Natürlich wissen wir längst, dass unser Glück nicht vom Besitz von Dingen abhängt. Und besitzen trotzdem viel und immer mehr. Zwei Zahlen, die das Problem umreißen: Gerade einmal 20 Prozent unserer Kleidung werden laufend getragen, hat ein Textilverband geschätzt. Die restlichen 80 Prozent verstopfen die Schränke, auf den nächsten Einsatz wartend – monatelang, jahrelang.
Unabweisbar zum Problem wird die Fülle im Fall eines Wohnungswechsels. Wer heutzutage umzieht, braucht mehr Platz im Möbelwagen als je zuvor: Durchschnittlich sind es 40 Kubikmeter, bis auf den letzten Zentimeter gestaut. Bald werden die Speditionen Giga-Laster mit Umzugsgut auf die Autobahnen schicken müssen.
Mario Jacobeit, Umzugsberater bei der Firma Zapf , kennt das Problem. Die Erfahrung aus 17 Jahren hat ihn milde gestimmt, oder besser: illusionslos.
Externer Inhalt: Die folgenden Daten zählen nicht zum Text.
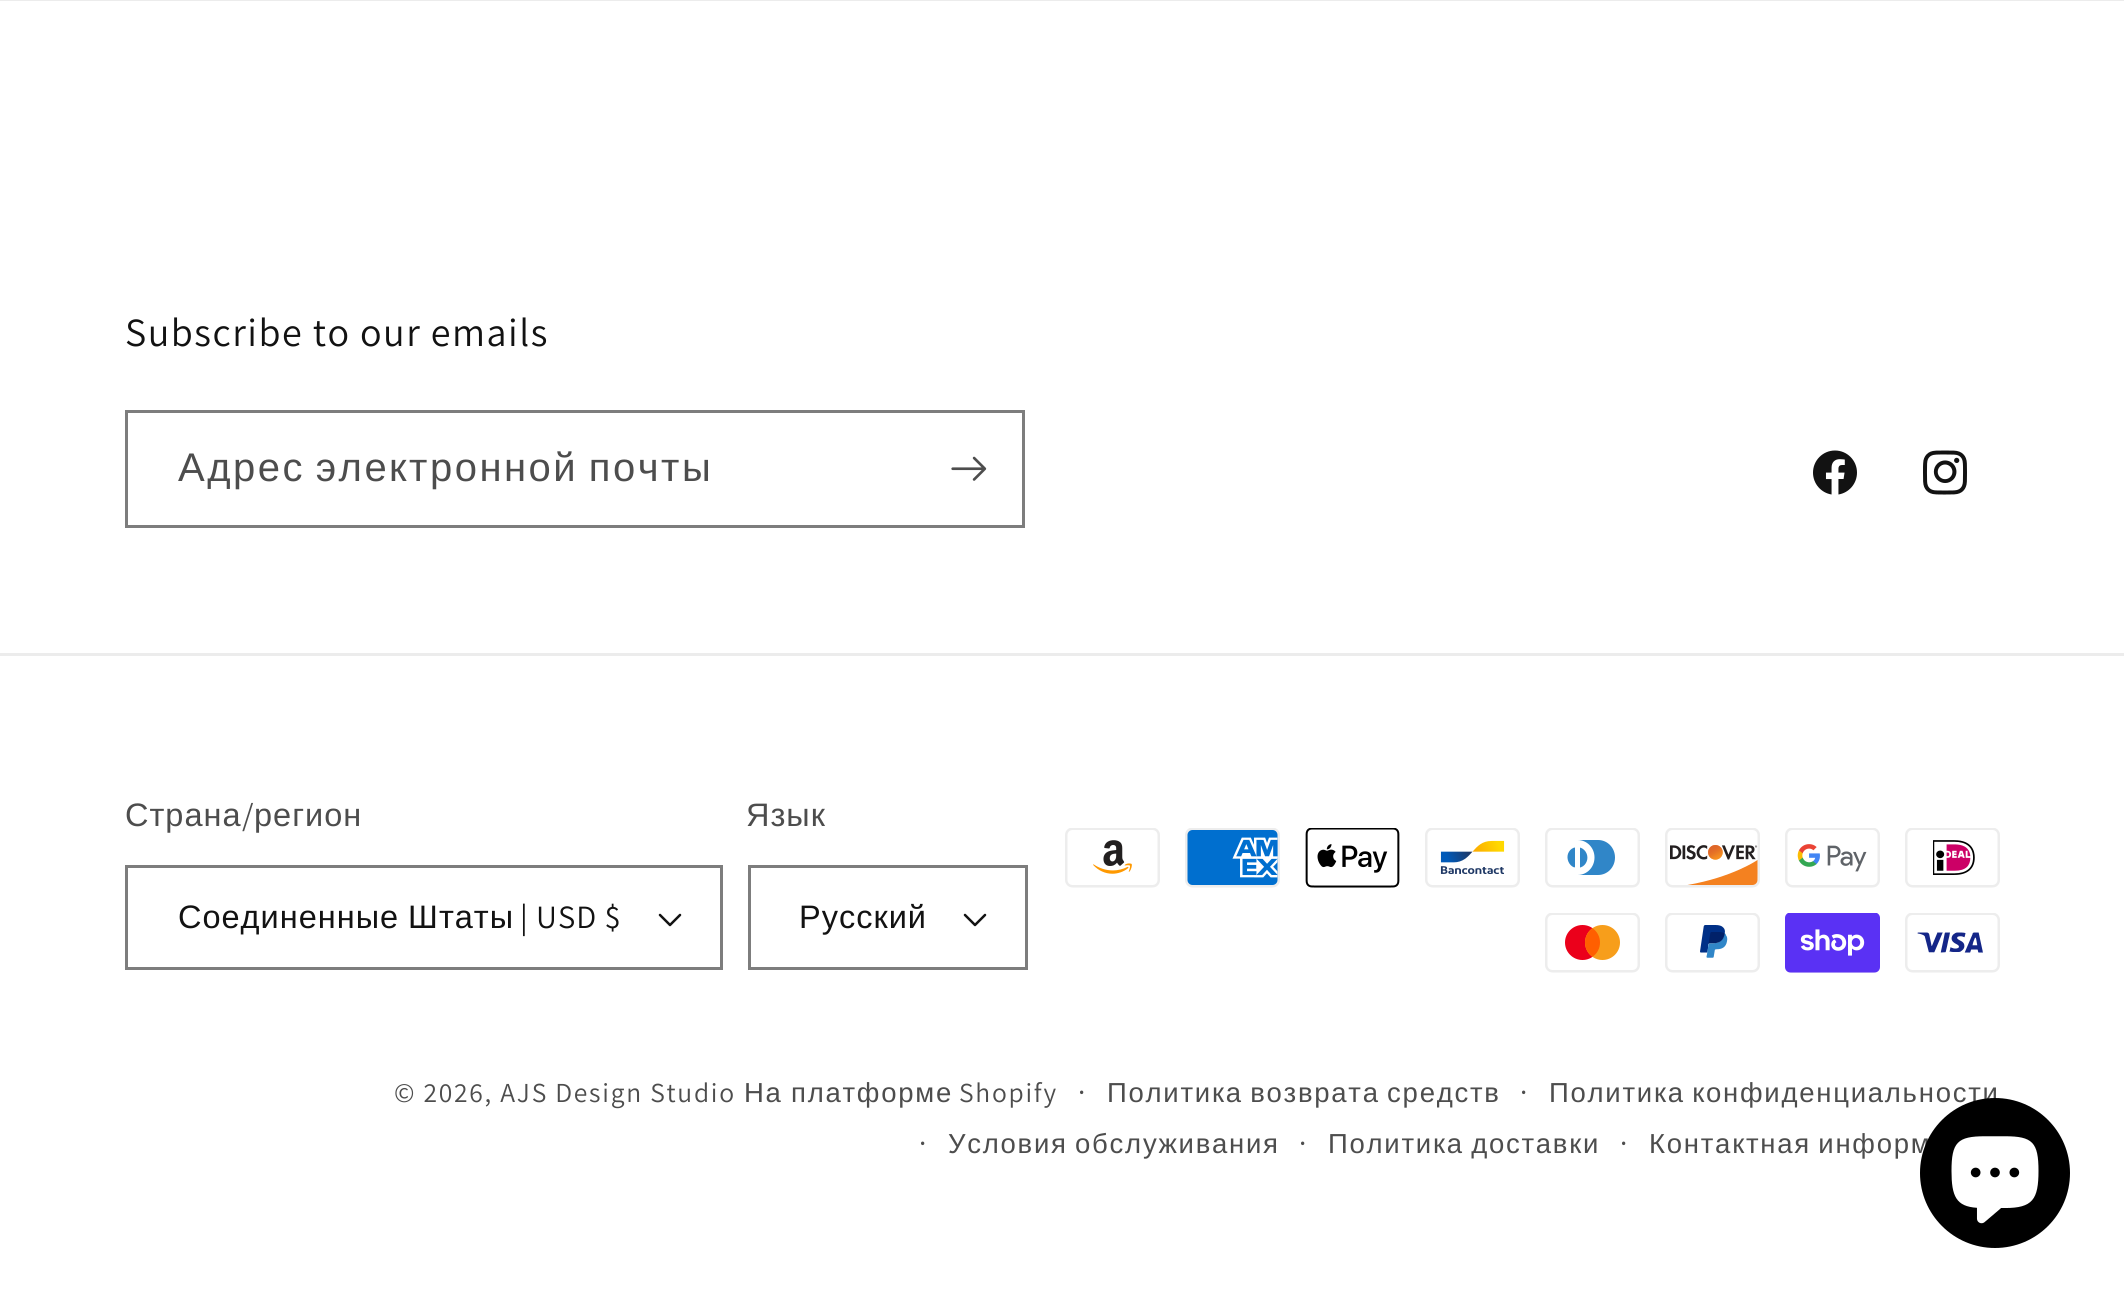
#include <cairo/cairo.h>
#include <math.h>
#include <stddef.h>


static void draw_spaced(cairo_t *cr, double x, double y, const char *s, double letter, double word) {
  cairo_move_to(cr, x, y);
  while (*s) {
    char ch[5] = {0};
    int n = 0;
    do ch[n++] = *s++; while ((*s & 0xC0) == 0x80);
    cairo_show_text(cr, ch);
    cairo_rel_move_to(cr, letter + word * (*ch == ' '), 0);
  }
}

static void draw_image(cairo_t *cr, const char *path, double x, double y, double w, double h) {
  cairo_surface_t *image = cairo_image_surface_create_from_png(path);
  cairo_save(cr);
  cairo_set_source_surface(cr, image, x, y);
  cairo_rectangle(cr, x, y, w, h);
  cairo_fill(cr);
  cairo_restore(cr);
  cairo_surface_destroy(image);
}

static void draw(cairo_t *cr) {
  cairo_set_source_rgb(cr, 1, 1, 1);
  cairo_paint(cr);
  cairo_set_source_rgb(cr, 236 / 255.0, 236 / 255.0, 236 / 255.0);
  cairo_rectangle(cr, 0, 0, 2124, 1);
  cairo_fill(cr);
  cairo_rectangle(cr, 126.5, 411.5, 897, 115);
  cairo_set_source_rgb(cr, 125 / 255.0, 125 / 255.0, 125 / 255.0);
  cairo_set_line_width(cr, 3);
  cairo_stroke(cr);
  draw_image(cr, "images/1.png", 951, 456, 36, 25);
  draw_image(cr, "images/2.png", 1813, 450, 44, 45);
  draw_image(cr, "images/3.png", 1923, 450, 44, 45);
  cairo_set_source_rgb(cr, 236 / 255.0, 236 / 255.0, 236 / 255.0);
  cairo_rectangle(cr, 0, 653, 2124, 3);
  cairo_fill(cr);
  draw_image(cr, "images/4.png", 658, 913, 24, 14);
  cairo_rectangle(cr, 126.5, 866.5, 595, 102);
  cairo_set_source_rgb(cr, 125 / 255.0, 125 / 255.0, 125 / 255.0);
  cairo_stroke(cr);
  draw_image(cr, "images/4.png", 963, 913, 24, 14);
  cairo_rectangle(cr, 749.5, 866.5, 277, 102);
  cairo_stroke(cr);
  draw_image(cr, "images/5.png", 1065, 828, 95, 60);
  draw_image(cr, "images/6.png", 1185, 828, 95, 60);
  draw_image(cr, "images/7.png", 1305, 828, 95, 60);
  draw_image(cr, "images/8.png", 1425, 828, 95, 60);
  draw_image(cr, "images/9.png", 1545, 828, 95, 60);
  draw_image(cr, "images/10.png", 1665, 828, 95, 60);
  draw_image(cr, "images/11.png", 1785, 828, 95, 60);
  draw_image(cr, "images/12.png", 1905, 828, 95, 60);
  draw_image(cr, "images/13.png", 1545, 913, 95, 60);
  draw_image(cr, "images/14.png", 1665, 913, 95, 60);
  draw_image(cr, "images/15.png", 1785, 913, 95, 60);
  draw_image(cr, "images/16.png", 1905, 913, 95, 60);
  cairo_select_font_face(cr, "Assistant", CAIRO_FONT_SLANT_NORMAL, CAIRO_FONT_WEIGHT_NORMAL);
  cairo_set_font_size(cr, 40);
  cairo_set_source_rgb(cr, 18 / 255.0, 18 / 255.0, 18 / 255.0);
  draw_spaced(cr, 125, 346, "Subscribe to our emails", 1.5, 0);
  cairo_select_font_face(cr, "Liberation Sans", CAIRO_FONT_SLANT_NORMAL, CAIRO_FONT_WEIGHT_NORMAL);
  cairo_set_source_rgb(cr, 77 / 255.0, 77 / 255.0, 77 / 255.0);
  draw_spaced(cr, 178, 481, "Адрес электронной почты", 2.5, -3);
  cairo_set_font_size(cr, 32.5);
  draw_spaced(cr, 125, 826, "Страна", 1, 0);
  cairo_select_font_face(cr, "Assistant", CAIRO_FONT_SLANT_NORMAL, CAIRO_FONT_WEIGHT_NORMAL);
  draw_spaced(cr, 242, 826, "/", 1, 0);
  cairo_select_font_face(cr, "Liberation Sans", CAIRO_FONT_SLANT_NORMAL, CAIRO_FONT_WEIGHT_NORMAL);
  draw_spaced(cr, 254, 826, "регион", 1, 0);
  cairo_set_source_rgb(cr, 18 / 255.0, 18 / 255.0, 18 / 255.0);
  draw_spaced(cr, 178, 928, "Соединенные Штаты", 1, -1);
  cairo_select_font_face(cr, "Assistant", CAIRO_FONT_SLANT_NORMAL, CAIRO_FONT_WEIGHT_NORMAL);
  draw_spaced(cr, 520, 928, "|", 1, 0);
  draw_spaced(cr, 536, 928, "USD $", 1, 0);
  cairo_select_font_face(cr, "Liberation Sans", CAIRO_FONT_SLANT_NORMAL, CAIRO_FONT_WEIGHT_NORMAL);
  cairo_set_source_rgb(cr, 77 / 255.0, 77 / 255.0, 77 / 255.0);
  draw_spaced(cr, 746, 826, "Язык", 1, 0);
  cairo_set_source_rgb(cr, 18 / 255.0, 18 / 255.0, 18 / 255.0);
  draw_spaced(cr, 799, 928, "Русский", 1, 0);
  cairo_select_font_face(cr, "Assistant", CAIRO_FONT_SLANT_NORMAL, CAIRO_FONT_WEIGHT_NORMAL);
  cairo_set_font_size(cr, 27.5);
  cairo_set_source_rgb(cr, 77 / 255.0, 77 / 255.0, 77 / 255.0);
  draw_spaced(cr, 394, 1102, "© 2026, AJS Design Studio", 1.75, 0);
  cairo_select_font_face(cr, "Liberation Sans", CAIRO_FONT_SLANT_NORMAL, CAIRO_FONT_WEIGHT_NORMAL);
  draw_spaced(cr, 744, 1102, "На платформе", 1.75, -1);
  cairo_select_font_face(cr, "Assistant", CAIRO_FONT_SLANT_NORMAL, CAIRO_FONT_WEIGHT_NORMAL);
  cairo_set_font_size(cr, 30);
  draw_spaced(cr, 1078, 1102, "·", 1.75, 0);
  cairo_select_font_face(cr, "Liberation Sans", CAIRO_FONT_SLANT_NORMAL, CAIRO_FONT_WEIGHT_NORMAL);
  cairo_set_font_size(cr, 27.5);
  draw_spaced(cr, 1107, 1102, "Политика возврата средств", 1.75, -2);
  cairo_select_font_face(cr, "Assistant", CAIRO_FONT_SLANT_NORMAL, CAIRO_FONT_WEIGHT_NORMAL);
  cairo_set_font_size(cr, 30);
  draw_spaced(cr, 1520, 1102, "·", 1.75, 0);
  cairo_select_font_face(cr, "Liberation Sans", CAIRO_FONT_SLANT_NORMAL, CAIRO_FONT_WEIGHT_NORMAL);
  cairo_set_font_size(cr, 27.5);
  draw_spaced(cr, 1549, 1102, "Политика конфиденциальности", 1.75, -2);
  cairo_select_font_face(cr, "Assistant", CAIRO_FONT_SLANT_NORMAL, CAIRO_FONT_WEIGHT_NORMAL);
  cairo_set_font_size(cr, 30);
  draw_spaced(cr, 919, 1153, "·", 1.75, 0);
  cairo_select_font_face(cr, "Liberation Sans", CAIRO_FONT_SLANT_NORMAL, CAIRO_FONT_WEIGHT_NORMAL);
  cairo_set_font_size(cr, 27.5);
  draw_spaced(cr, 948, 1153, "Условия обслуживания", 1.75, -2);
  cairo_select_font_face(cr, "Assistant", CAIRO_FONT_SLANT_NORMAL, CAIRO_FONT_WEIGHT_NORMAL);
  cairo_set_font_size(cr, 30);
  draw_spaced(cr, 1299, 1153, "·", 1.75, 0);
  cairo_select_font_face(cr, "Liberation Sans", CAIRO_FONT_SLANT_NORMAL, CAIRO_FONT_WEIGHT_NORMAL);
  cairo_set_font_size(cr, 27.5);
  draw_spaced(cr, 1328, 1153, "Политика доставки", 1.75, -2);
  cairo_select_font_face(cr, "Assistant", CAIRO_FONT_SLANT_NORMAL, CAIRO_FONT_WEIGHT_NORMAL);
  cairo_set_font_size(cr, 30);
  draw_spaced(cr, 1620, 1153, "·", 1.75, 0);
  cairo_select_font_face(cr, "Liberation Sans", CAIRO_FONT_SLANT_NORMAL, CAIRO_FONT_WEIGHT_NORMAL);
  cairo_set_font_size(cr, 27.5);
  draw_spaced(cr, 1649, 1153, "Контактная информ", 1.75, -2);
  cairo_select_font_face(cr, "Assistant", CAIRO_FONT_SLANT_NORMAL, CAIRO_FONT_WEIGHT_NORMAL);
  draw_spaced(cr, 959, 1102, "Shopify", 1.75, 0);
  cairo_set_source_rgb(cr, 0, 0, 0);
  cairo_new_path(cr);
  cairo_arc(cr, 1995, 1173, 75, 0, 2 * M_PI);
  cairo_fill(cr);
  draw_image(cr, "images/17.png", 1951, 1136, 88, 88);
}

int main(void) {
  cairo_surface_t *surface = cairo_image_surface_create(CAIRO_FORMAT_RGB24, 2124, 1299);
  cairo_t *cr = cairo_create(surface);
  cairo_font_options_t *options = cairo_font_options_create();
  cairo_font_options_set_hint_metrics(options, CAIRO_HINT_METRICS_OFF);
  cairo_font_options_set_hint_style(options, CAIRO_HINT_STYLE_NONE);
  cairo_set_font_options(cr, options);
  cairo_set_miter_limit(cr, 4);
  draw(cr);
  cairo_surface_write_to_png(surface, "out.png");
  cairo_font_options_destroy(options);
  cairo_destroy(cr);
  cairo_surface_destroy(surface);
  return 0;
}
Wünscht ein Kunde einen Kostenvoranschlag, rückt der robuste Berliner an, um sich an Ort und Stelle ein Bild zu machen von Umfang und Besonderheiten des Auftrags. Was sich nun abspielt, weiß er im Voraus: »In jedem zweiten Haushalt, in dem wir beraten, heißt es: Gucken Sie bitte nicht so genau in die Ecken, davon kommt bestimmt noch ein Drittel weg. Ich räume noch mal auf, bevor wir umziehen.«
Es kommt aber kein Drittel »weg«, nicht einmal ein Sechstel, im Gegenteil: Alles darf mit, und was nicht dringend und regelmäßig benutzt wird, bleibt erst einmal eingepackt. »Niemand, der am Ersten eines Monats umzieht, ruft am Dritten an und bittet um Abholung der Umzugskisten, weil alles bereits eingeräumt ist«, lautet Jacobeits Erfahrung. Das überflüssige Zeug bleibt im Karton, da ist es verstaut und fällt nicht ins Auge.
Kommentare
Jeder finde seine eigene Ordnung
Ich möchte es auch so gerne ordentlich haben!
Vieles von dem,was ich weggebe,brauche und suche ich nach einem halben Jahr,oder es war so alt und unmodern,daß es just nach dem Rauswurf in einem Wohnmagazin als hip wieder auftaucht. Dazu kommt die Eurokrise - könnte man nicht einiges als Tauschobjekt aufheben,wenn der Euro nichts mehr wert sein sollte? :)
Miste ich den Kleiderschrank aus,wird vieles nur umsortiert: ein Stapel Gartenklamotten,-Winter/Sommer,-Zelten,für die Gemeindekleiderkammer,für die schlankere Freundin etc.
Diese Filme mit alten Häusern und großen Dachböden und den Geschichten,die sich daraus weben,finde ich besonders sympatisch und bestärken mich darin,dass es gut ist,nicht alles wegzuwerfen.
Soll der ganze Hype um Ordung nicht nur den Konsum ankurbeln?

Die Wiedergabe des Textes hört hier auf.